Paper Trail

Ahmet Altan arrested in Turkey; Bill Maher wins PEN’s First Amendment Award


Isabel Allende

On September 10, the Turkish government arrested and detained novelist Ahmet Altan and his brother Mehmet Altan, a writer and professor of economics. According to a letter of protest, the two men have been accused of “somehow giving subliminal messages to rally coup supporters on a television panel show broadcast 14 July, the night before the coup attempt.” A group of writers including Salman Rushdie, Elena Ferrante, and JM Coetzee have signed the letter demanding the Altans’ release.

Fast Company takes a long look at Jack Dorsey’s plans for the future of Twitter, “a kaleidoscopic quest featuring looming adversaries, bedeviling trolls, and artificial intelligence.” Unlike other social media platforms, Twitter is embracing its role as a media hub, and even recategorized itself last spring on the App Store under “News.” “You may have come in here assuming you’re going to see baby pictures from your friends,” Dorsey said. “What you’re going to see is what’s happening in sports and politics and the world around you.” For those still trying to understand the site, Dorsey recommends reading Salman Rushdie’s Haroun and the Sea of Stories: “It reminds me of Twitter.”

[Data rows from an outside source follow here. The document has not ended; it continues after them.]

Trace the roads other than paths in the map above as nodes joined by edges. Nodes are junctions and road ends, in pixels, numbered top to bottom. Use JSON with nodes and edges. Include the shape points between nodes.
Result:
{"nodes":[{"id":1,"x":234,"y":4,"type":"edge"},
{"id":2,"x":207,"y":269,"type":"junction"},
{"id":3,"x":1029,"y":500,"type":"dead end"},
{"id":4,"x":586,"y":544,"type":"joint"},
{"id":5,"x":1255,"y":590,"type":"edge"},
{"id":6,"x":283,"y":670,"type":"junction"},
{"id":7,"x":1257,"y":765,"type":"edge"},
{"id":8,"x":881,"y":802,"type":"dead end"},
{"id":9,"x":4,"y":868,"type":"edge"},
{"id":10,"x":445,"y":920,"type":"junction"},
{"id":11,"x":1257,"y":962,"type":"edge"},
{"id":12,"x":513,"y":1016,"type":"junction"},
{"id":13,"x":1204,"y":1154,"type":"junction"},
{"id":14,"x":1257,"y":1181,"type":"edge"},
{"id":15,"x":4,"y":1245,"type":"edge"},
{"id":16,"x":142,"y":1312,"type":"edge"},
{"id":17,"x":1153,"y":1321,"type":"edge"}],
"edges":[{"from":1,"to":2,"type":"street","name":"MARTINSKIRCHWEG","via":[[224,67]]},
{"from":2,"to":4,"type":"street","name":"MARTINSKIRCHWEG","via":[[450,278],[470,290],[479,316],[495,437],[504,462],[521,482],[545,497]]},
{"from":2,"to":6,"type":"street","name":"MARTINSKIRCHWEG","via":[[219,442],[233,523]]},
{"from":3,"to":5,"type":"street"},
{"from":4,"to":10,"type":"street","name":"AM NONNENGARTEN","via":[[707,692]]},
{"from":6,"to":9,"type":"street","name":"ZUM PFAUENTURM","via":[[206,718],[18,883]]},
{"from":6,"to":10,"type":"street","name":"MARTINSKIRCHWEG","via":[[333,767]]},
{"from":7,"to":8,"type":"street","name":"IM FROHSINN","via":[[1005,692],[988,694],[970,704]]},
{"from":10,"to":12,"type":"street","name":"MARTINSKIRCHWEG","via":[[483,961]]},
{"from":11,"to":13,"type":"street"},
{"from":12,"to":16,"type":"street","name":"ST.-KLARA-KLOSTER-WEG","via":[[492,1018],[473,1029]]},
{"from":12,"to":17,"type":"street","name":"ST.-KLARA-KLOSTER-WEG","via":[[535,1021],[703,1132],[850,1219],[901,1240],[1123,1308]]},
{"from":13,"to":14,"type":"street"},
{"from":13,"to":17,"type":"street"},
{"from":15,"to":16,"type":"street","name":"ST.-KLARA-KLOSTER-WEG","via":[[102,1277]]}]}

Nation Books will publish a book of advice by Eleanor Roosevelt. It’s Up to Women, featuring an introduction by the New Yorker’s Jill Lepore, hits shelves next April.

Bill Maher will receive the PEN Center USA’s First Amendment Award later this month at the group’s annual Literary Awards. Other winners include Jeff Nichols, who won a screenplay award for his film Loving; Jason Rezaian, an Iranian-American journalist who will receive the Freedom to Write Award; and novelist Isabel Allende, who will be presented with a lifetime achievement award.

To commemorate Slate’s twentieth birthday—”a tender age in human years, and well past dead for dogs”—the site has created a digital, searchable archive of the 152,734 posts published over the past two decades. They’ll also spend the next week celebrating “the Next 20” by looking at the future through an analysis of its past reporting.

The 2016 election is setting up The Onion for a 38 percent traffic increase to its website compared to the 2012 election. After sending staffers to both presidential conventions this summer, “its convention videos outpaced those from major news outlets such as The New York Times, ABC, NBC and CNN” on Facebook.

At the New Republic, Kelsey Osgood asks what Jeff Feuerzeig’s documentary fails to answer: “Is JT LeRoy’s Fiction Any Good?” Osgood herself is undecided, calling LeRoy’s second book, The Heart is Deceitful Above All Things, “virtually unreadable,” but finding LeRoy’s first book, Sarah, “very enjoyable to read.” 

Bookend events preceding the Brooklyn Book Festival continue tonight. Ann Patchett will talk to J. Courtney Sullivan about her new novel, Commonwealth, at St. Joseph’s College in Brooklyn. Nearby, at the ISSUE Project Room, Steve Buscemi and composer Elliott Sharp create “a collage of sound and words from texts by William Burroughs” to celebrate the centennial of Burroughs’s birth. At Revolution Books in Harlem, author Clara Bingham will read from her new oral history Witness to the Revolution: Radicals, Resisters, Vets, Hippies, and the Year America Lost Its Mind and Found Its Soul.